[A note from Mr. Jones early in 1949 reports a crop of 1,836 pounds of chestnuts harvested from his 21 trees in 1948, the largest yield to date. His ML No. 2 tree produced 165 pounds.]

Nuts on a few of my trees begin ripening the latter part of August, but September is the heavy month, with some extending to the middle of October. Their early ripening period while the weather is usually hot and dry, I think tends to cause damage to nuts from the effects of the hot sun and rapid drying. Damage to the nuts and consequent spoilage can be kept at a minimum if they are gathered promptly, which should be daily.

+Preparing Chestnuts for Market+

Here is how I generally handle my crop. As soon as the nuts are gathered I put them in a container with water and remove the nuts that float. This eliminates practically all spoiled nuts and those beginning to spoil. Those that sink are then placed in coarse mesh burlap bags (about 25 lbs. to the bag) which are tied near the top. These bags are laid on a slatted platform under a shade tree and pressed out flat, so nuts will not be thicker than 2 or 3 inches. These bags are thoroughly wet with water once or twice daily, depending on the weather, until I can carry them to cold storage and store at 30°F., or they are marketed fresh, advising buyer of the perishable nature of these nuts. Last year my nuts kept excellently in cold storage, and after remaining there about six weeks had dried sufficiently to keep much better after taking out than when they were fresh.

Nuts for planting purposes can be kept in excellent condition for several weeks by spreading them thinly between layers of damp sphagnum moss and storing in a cool place. This cannot be allowed to get very wet or sprouting will begin. While holding the nuts out of cold storage I attempt to keep sufficient moisture available so the nuts are not allowed to dry much, and yet have plenty of ventilation to keep them from heating or souring. Until I began using this method, a large percentage of my nuts began spoiling soon after gathering, which caused me much discouragement, as I did not want to offer such a product for sale. Since then my losses still run around 12%, but this could be reduced still further by more prompt gathering and by the elimination of several trees which retain nuts in the burs to a large extent.

I have been able to dispose of my nuts quite easily in near-by Columbus, Ga. and for the last few years have had quite a demand for nuts to use in planting.

My orchard as a whole has been very healthy, showing no blight signs that I can detect, although there is little chance of exposure to blight in my section. One tree is slowly dying, which may be due to cold injury, as it comes into leaf early and also ripens very early. So far I have noticed no damage from chestnut weevils. As my trees are seedlings, there is quite a bit of variation in size of nuts and production of individual trees.
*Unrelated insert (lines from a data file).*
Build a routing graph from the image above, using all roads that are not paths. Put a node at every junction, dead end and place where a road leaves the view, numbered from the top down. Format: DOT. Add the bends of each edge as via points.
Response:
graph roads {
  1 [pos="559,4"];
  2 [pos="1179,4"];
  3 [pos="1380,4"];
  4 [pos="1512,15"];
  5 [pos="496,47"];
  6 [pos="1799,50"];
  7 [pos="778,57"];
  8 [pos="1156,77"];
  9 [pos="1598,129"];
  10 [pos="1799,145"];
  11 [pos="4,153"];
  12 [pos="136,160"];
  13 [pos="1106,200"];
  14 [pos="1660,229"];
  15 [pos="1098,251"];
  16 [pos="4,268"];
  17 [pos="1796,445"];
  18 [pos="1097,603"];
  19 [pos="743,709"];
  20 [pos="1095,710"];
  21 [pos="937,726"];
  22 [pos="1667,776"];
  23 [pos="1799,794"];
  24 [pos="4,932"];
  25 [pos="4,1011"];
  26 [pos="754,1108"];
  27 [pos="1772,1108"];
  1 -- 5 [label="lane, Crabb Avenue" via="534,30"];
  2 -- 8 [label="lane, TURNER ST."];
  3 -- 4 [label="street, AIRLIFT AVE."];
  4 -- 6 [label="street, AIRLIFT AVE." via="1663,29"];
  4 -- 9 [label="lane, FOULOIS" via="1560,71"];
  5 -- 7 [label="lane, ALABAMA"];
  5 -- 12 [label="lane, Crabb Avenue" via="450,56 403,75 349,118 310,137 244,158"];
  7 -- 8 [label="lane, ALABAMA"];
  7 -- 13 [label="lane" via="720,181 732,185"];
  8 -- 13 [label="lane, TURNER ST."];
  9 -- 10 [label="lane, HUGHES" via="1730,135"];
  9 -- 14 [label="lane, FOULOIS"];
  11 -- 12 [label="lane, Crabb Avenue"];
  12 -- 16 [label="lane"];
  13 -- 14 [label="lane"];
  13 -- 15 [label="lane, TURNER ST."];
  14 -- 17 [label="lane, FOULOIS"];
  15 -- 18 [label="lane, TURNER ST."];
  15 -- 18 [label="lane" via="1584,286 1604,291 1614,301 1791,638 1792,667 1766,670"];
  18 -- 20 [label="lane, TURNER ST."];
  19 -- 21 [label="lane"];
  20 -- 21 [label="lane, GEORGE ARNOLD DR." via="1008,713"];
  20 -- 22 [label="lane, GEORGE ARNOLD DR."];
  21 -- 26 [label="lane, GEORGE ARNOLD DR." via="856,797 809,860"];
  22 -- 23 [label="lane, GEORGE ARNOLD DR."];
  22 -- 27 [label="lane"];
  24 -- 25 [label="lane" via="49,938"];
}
+Undesirable Traits in Seedling Trees+

I might mention some undesirable traits which I notice in my trees. First, I would place retention of nuts in the burs as the worst trouble. This is quite bad in five or six of my trees. Next, nuts too dry and loose in the hull at time of falling, which is present in four or five trees, some of which retain nuts in the burs and some which do not. The dry textured nuts seem to spoil more easily than plump well filled ones. Some trees produce too small nuts but the trees which produce extra large nuts do not usually yield nearly so heavily as those producing small to medium size nuts. I consider too early ripening as undesirable, for those that ripen later are usually better keepers, but this does not always hold true as some of the later ripening ones are also poor keepers.

This year my trees have an excellent crop of burs and show promise of a good average yield on each tree. Considering all things, I am highly pleased with my Chinese chestnuts and believe they have a good future in our section if no greater troubles arise than I now know of although there is much room for improvement.